Essa dicotomia organizacional, muitas vezes, leva a diferentes incorporações de tecnologias em saúde entre cidadãos que têm algum tipo de convênio de saúde e os dependentes do SUS, quebrando um princípio básico de harmonia social denominada equidade, ou seja, todos com os mesmos direitos e deveres.

Atualmente, estamos vivendo um exemplo dessa discrepância, já recorrente em diversas situações, e é nosso dever levantar o debate e tentar bloquear a sua já longeva cronificação. Vamos ao exemplo atual: na 109ª Reunião Ordinária da Conitec, realizada nos dias 8 e 9 de junho de 2022, foi recomendada a não incorporação do medicamento Ruxolitinibe, indicado para tratamento de adultos com mielofibrose de alto risco e inelegíveis a transplante de medula óssea. Pois bem, esses pacientes, em pequeno número no Brasil (estimados entre 122 a 434 pacientes por ano) já são contemplados com esse tratamento na saúde suplementar desde 2018.

Lembro que os critérios determinantes dessas incorporações são muito parecidos entre a Cosaúde e a Conitec, evidenciando que todas as tecnologias em saúde oferecidas para a população brasileira necessitam estar registradas e aprovadas pela Anvisa, logicamente em outra instância de avaliação e com finalidades distintas, mas também importantes para considerar sua incorporação pelos sistemas de saúde tanto público quanto privado.
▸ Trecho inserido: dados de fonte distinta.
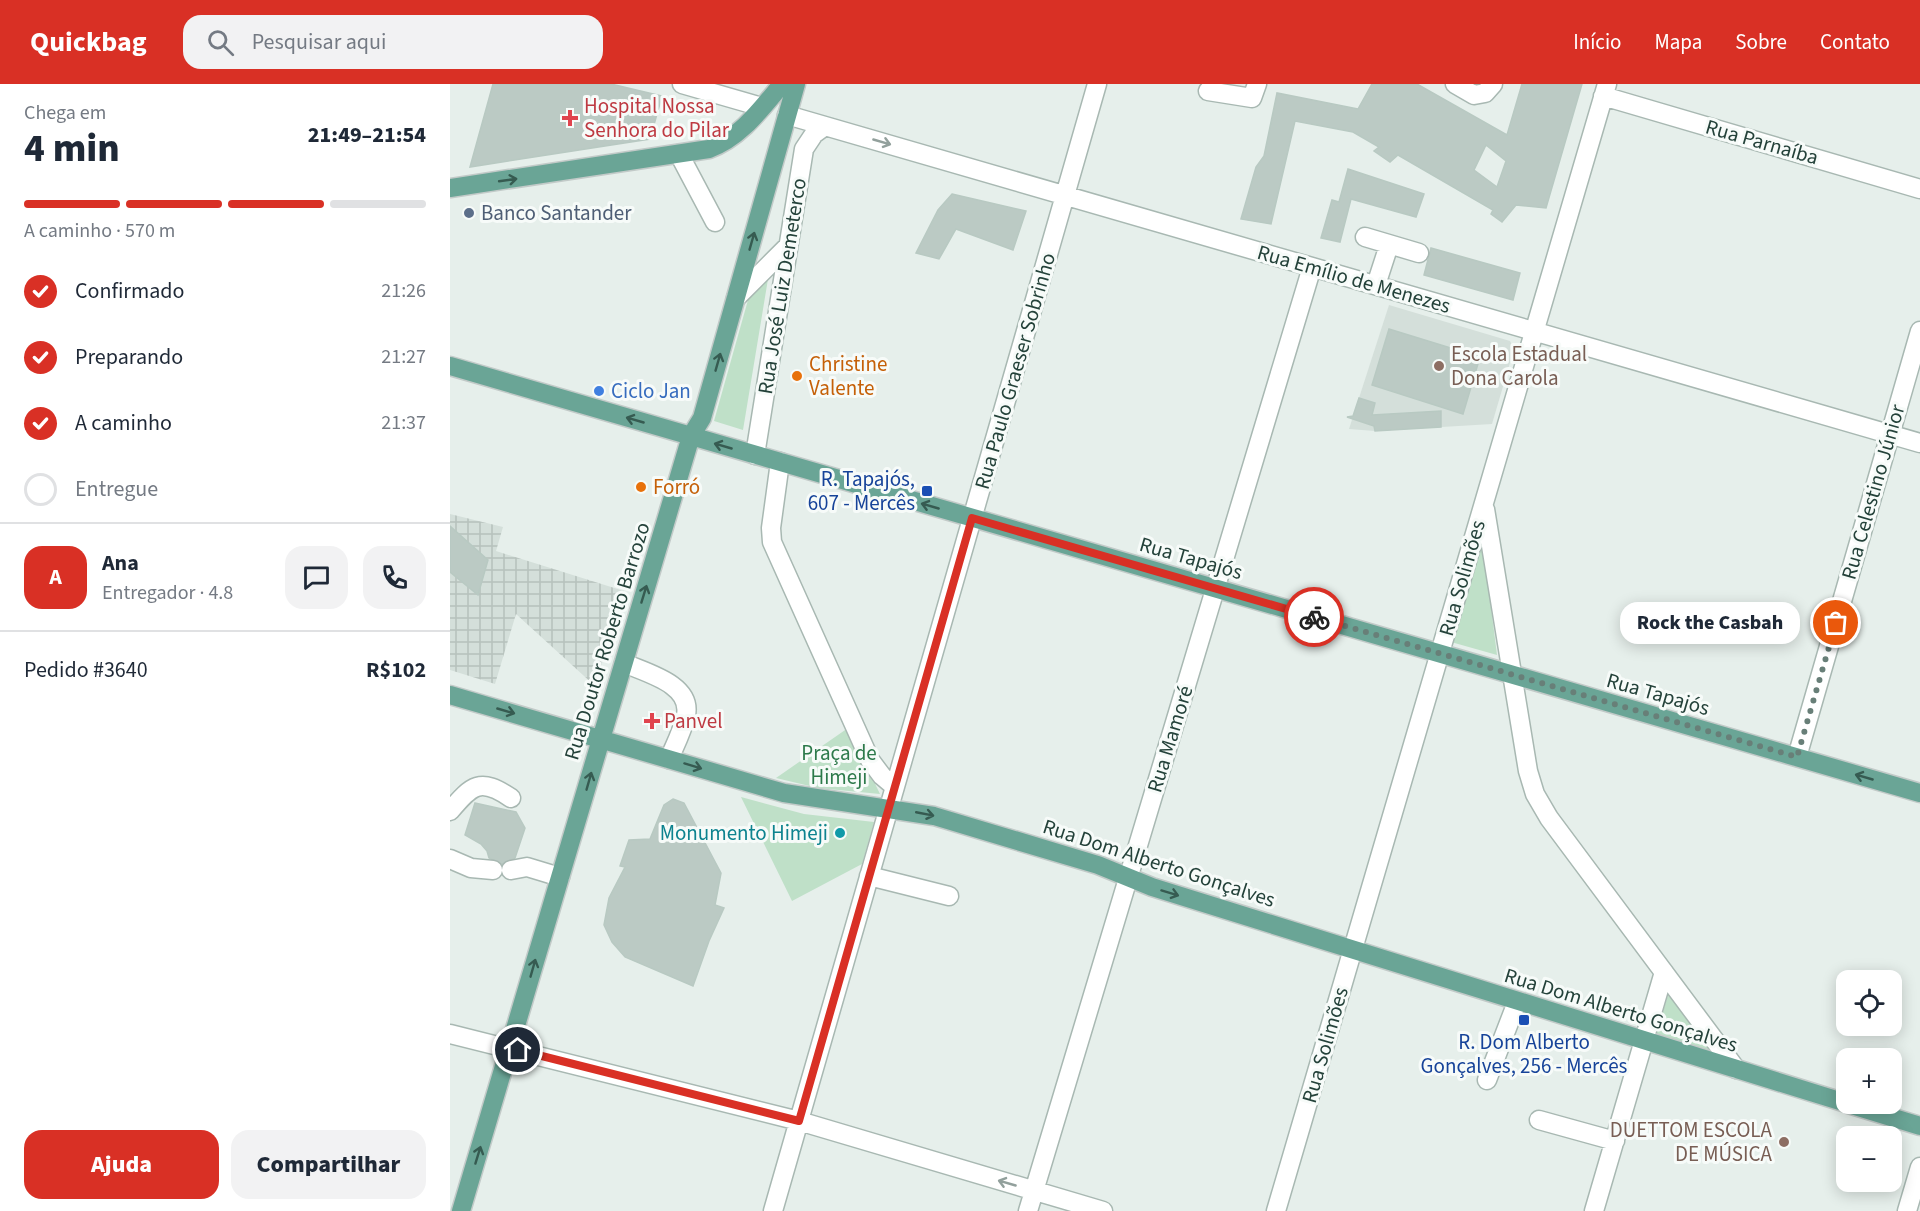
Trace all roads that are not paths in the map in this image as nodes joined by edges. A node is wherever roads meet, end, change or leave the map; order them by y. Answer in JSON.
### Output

Ressalto que essa situação traduz somente um exemplo de como os pacientes são tratados diferentemente no Brasil, especificamente na área de Hematologia. Outros exemplos têm semelhante importância, como o atraso de décadas do bortezomibe para tratar mieloma múltiplo pelo SUS, rituximabe com uso restrito a certos tipos de linfoma no SUS, lenalidomida, até hoje não disponível no maior sistema público de saúde do mundo.

Mas não é só nesse lado que devemos alentar! Há diversos exemplos de programas de tratamento públicos através do SUS muito organizados, eficientes e que fornecem qualidade, muitas vezes superior aos praticados pelo Sistema Complementar, como exemplos, os programas de Coagulopatias Hereditárias, Transfusão de Sangue, entre outros. E não podemos olvidar que o imatinibe para tratamento de Leucemia Mielóide Crônica foi disponibilizado muito antes no SUS que na saúde suplementar.

Em suma, o que não podemos admitir, e precisamos estar sempre atentos e críticos, é que devemos caminhar para o tratamento igualitário de todas as pessoas que precisam preservar, controlar ou recuperar sua saúde, quer seja usuário de um plano de saúde ou do SUS, pois toda a vida deve ser encarada com igual importância e atenção.

A solução para isso depende de todos nós. Um sistema único de avaliação de pacientes, determinismo técnico igualitário, mais participação dos atores efetivamente inseridos nos sistemas de saúde, sensibilidade social e empresarial, divulgação em massa das decisões, elucidação de pontos e contrapontos. Enfim, precisamos ter uma cultura da equidade na saúde, que é um dos pilares mais importantes da justiça social que tanto almejamos.

José Francisco Comenalli Marques Junior é hematologista, hemoterapeuta e presidente da Associação Brasileira de Hematologia, Hemoterapia e Terapia Celular.